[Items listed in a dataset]
----

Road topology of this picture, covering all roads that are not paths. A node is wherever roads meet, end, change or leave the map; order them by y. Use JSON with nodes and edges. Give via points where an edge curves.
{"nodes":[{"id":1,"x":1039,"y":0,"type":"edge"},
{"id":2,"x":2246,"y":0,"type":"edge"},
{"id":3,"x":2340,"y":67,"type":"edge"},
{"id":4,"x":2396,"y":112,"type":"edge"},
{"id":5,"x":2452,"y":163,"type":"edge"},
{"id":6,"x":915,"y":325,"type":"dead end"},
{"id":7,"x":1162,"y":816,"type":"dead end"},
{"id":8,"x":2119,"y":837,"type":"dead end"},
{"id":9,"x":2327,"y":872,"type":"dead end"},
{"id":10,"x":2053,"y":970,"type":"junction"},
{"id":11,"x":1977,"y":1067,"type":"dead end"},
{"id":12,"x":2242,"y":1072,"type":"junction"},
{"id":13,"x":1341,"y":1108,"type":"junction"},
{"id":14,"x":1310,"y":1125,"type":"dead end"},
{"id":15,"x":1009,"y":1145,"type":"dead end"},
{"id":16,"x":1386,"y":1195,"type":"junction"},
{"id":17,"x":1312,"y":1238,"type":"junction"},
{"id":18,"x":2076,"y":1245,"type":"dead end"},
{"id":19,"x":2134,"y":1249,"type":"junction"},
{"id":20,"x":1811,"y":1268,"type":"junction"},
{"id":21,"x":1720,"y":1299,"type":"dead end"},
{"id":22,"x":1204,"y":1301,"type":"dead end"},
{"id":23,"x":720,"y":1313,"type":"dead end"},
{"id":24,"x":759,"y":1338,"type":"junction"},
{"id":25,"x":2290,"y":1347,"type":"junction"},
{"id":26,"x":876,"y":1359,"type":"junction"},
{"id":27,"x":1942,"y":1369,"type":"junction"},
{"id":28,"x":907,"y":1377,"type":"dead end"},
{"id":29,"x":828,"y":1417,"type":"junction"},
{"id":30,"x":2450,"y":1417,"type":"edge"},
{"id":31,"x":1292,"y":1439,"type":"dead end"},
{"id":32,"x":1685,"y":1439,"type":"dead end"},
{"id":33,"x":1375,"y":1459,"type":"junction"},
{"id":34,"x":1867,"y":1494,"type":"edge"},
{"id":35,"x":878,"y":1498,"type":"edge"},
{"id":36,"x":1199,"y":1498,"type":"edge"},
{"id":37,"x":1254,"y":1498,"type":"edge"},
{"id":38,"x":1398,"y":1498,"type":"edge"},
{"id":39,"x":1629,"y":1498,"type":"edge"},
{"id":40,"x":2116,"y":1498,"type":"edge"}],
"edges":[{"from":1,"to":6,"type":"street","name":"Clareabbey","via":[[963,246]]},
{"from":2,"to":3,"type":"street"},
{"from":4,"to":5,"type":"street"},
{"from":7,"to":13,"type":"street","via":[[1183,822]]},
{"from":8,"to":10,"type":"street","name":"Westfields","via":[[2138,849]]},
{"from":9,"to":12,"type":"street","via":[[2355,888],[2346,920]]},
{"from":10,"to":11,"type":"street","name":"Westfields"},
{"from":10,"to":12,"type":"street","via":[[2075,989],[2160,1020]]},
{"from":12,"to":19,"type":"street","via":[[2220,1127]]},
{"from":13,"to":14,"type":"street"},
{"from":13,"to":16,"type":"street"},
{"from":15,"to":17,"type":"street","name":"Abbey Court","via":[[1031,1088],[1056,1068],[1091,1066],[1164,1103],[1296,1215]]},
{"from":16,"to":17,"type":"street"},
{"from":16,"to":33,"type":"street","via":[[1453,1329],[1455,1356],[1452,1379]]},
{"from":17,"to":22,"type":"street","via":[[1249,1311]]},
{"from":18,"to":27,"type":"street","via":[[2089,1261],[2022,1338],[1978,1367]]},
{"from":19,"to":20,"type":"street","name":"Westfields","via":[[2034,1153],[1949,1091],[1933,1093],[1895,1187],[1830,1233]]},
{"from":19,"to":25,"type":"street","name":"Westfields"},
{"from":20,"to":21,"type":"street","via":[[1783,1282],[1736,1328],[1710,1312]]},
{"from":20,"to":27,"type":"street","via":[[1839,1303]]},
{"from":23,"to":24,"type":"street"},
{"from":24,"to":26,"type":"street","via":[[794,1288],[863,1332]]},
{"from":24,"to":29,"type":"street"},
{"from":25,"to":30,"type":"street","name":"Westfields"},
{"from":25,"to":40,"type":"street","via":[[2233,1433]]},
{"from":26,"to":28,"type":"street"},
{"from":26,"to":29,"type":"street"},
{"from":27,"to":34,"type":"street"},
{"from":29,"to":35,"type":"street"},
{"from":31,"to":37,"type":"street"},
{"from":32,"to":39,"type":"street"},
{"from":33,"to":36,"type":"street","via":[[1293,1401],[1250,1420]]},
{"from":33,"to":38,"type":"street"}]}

----

All of the data shown above must be copied exactly.

Road topology of this picture, covering all roads that are not paths. A node is wherever roads meet, end, change or leave the map; order them by y. Use JSON with nodes and edges. Give via points where an edge curves.
{"nodes":[{"id":1,"x":1039,"y":0,"type":"edge"},
{"id":2,"x":2246,"y":0,"type":"edge"},
{"id":3,"x":2340,"y":67,"type":"edge"},
{"id":4,"x":2396,"y":112,"type":"edge"},
{"id":5,"x":2452,"y":163,"type":"edge"},
{"id":6,"x":915,"y":325,"type":"dead end"},
{"id":7,"x":1162,"y":816,"type":"dead end"},
{"id":8,"x":2119,"y":837,"type":"dead end"},
{"id":9,"x":2327,"y":872,"type":"dead end"},
{"id":10,"x":2053,"y":970,"type":"junction"},
{"id":11,"x":1977,"y":1067,"type":"dead end"},
{"id":12,"x":2242,"y":1072,"type":"junction"},
{"id":13,"x":1341,"y":1108,"type":"junction"},
{"id":14,"x":1310,"y":1125,"type":"dead end"},
{"id":15,"x":1009,"y":1145,"type":"dead end"},
{"id":16,"x":1386,"y":1195,"type":"junction"},
{"id":17,"x":1312,"y":1238,"type":"junction"},
{"id":18,"x":2076,"y":1245,"type":"dead end"},
{"id":19,"x":2134,"y":1249,"type":"junction"},
{"id":20,"x":1811,"y":1268,"type":"junction"},
{"id":21,"x":1720,"y":1299,"type":"dead end"},
{"id":22,"x":1204,"y":1301,"type":"dead end"},
{"id":23,"x":720,"y":1313,"type":"dead end"},
{"id":24,"x":759,"y":1338,"type":"junction"},
{"id":25,"x":2290,"y":1347,"type":"junction"},
{"id":26,"x":876,"y":1359,"type":"junction"},
{"id":27,"x":1942,"y":1369,"type":"junction"},
{"id":28,"x":907,"y":1377,"type":"dead end"},
{"id":29,"x":828,"y":1417,"type":"junction"},
{"id":30,"x":2450,"y":1417,"type":"edge"},
{"id":31,"x":1292,"y":1439,"type":"dead end"},
{"id":32,"x":1685,"y":1439,"type":"dead end"},
{"id":33,"x":1375,"y":1459,"type":"junction"},
{"id":34,"x":1867,"y":1494,"type":"edge"},
{"id":35,"x":878,"y":1498,"type":"edge"},
{"id":36,"x":1199,"y":1498,"type":"edge"},
{"id":37,"x":1254,"y":1498,"type":"edge"},
{"id":38,"x":1398,"y":1498,"type":"edge"},
{"id":39,"x":1629,"y":1498,"type":"edge"},
{"id":40,"x":2116,"y":1498,"type":"edge"}],
"edges":[{"from":1,"to":6,"type":"street","name":"Clareabbey","via":[[963,246]]},
{"from":2,"to":3,"type":"street"},
{"from":4,"to":5,"type":"street"},
{"from":7,"to":13,"type":"street","via":[[1183,822]]},
{"from":8,"to":10,"type":"street","name":"Westfields","via":[[2138,849]]},
{"from":9,"to":12,"type":"street","via":[[2355,888],[2346,920]]},
{"from":10,"to":11,"type":"street","name":"Westfields"},
{"from":10,"to":12,"type":"street","via":[[2075,989],[2160,1020]]},
{"from":12,"to":19,"type":"street","via":[[2220,1127]]},
{"from":13,"to":14,"type":"street"},
{"from":13,"to":16,"type":"street"},
{"from":15,"to":17,"type":"street","name":"Abbey Court","via":[[1031,1088],[1056,1068],[1091,1066],[1164,1103],[1296,1215]]},
{"from":16,"to":17,"type":"street"},
{"from":16,"to":33,"type":"street","via":[[1453,1329],[1455,1356],[1452,1379]]},
{"from":17,"to":22,"type":"street","via":[[1249,1311]]},
{"from":18,"to":27,"type":"street","via":[[2089,1261],[2022,1338],[1978,1367]]},
{"from":19,"to":20,"type":"street","name":"Westfields","via":[[2034,1153],[1949,1091],[1933,1093],[1895,1187],[1830,1233]]},
{"from":19,"to":25,"type":"street","name":"Westfields"},
{"from":20,"to":21,"type":"street","via":[[1783,1282],[1736,1328],[1710,1312]]},
{"from":20,"to":27,"type":"street","via":[[1839,1303]]},
{"from":23,"to":24,"type":"street"},
{"from":24,"to":26,"type":"street","via":[[794,1288],[863,1332]]},
{"from":24,"to":29,"type":"street"},
{"from":25,"to":30,"type":"street","name":"Westfields"},
{"from":25,"to":40,"type":"street","via":[[2233,1433]]},
{"from":26,"to":28,"type":"street"},
{"from":26,"to":29,"type":"street"},
{"from":27,"to":34,"type":"street"},
{"from":29,"to":35,"type":"street"},
{"from":31,"to":37,"type":"street"},
{"from":32,"to":39,"type":"street"},
{"from":33,"to":36,"type":"street","via":[[1293,1401],[1250,1420]]},
{"from":33,"to":38,"type":"street"}]}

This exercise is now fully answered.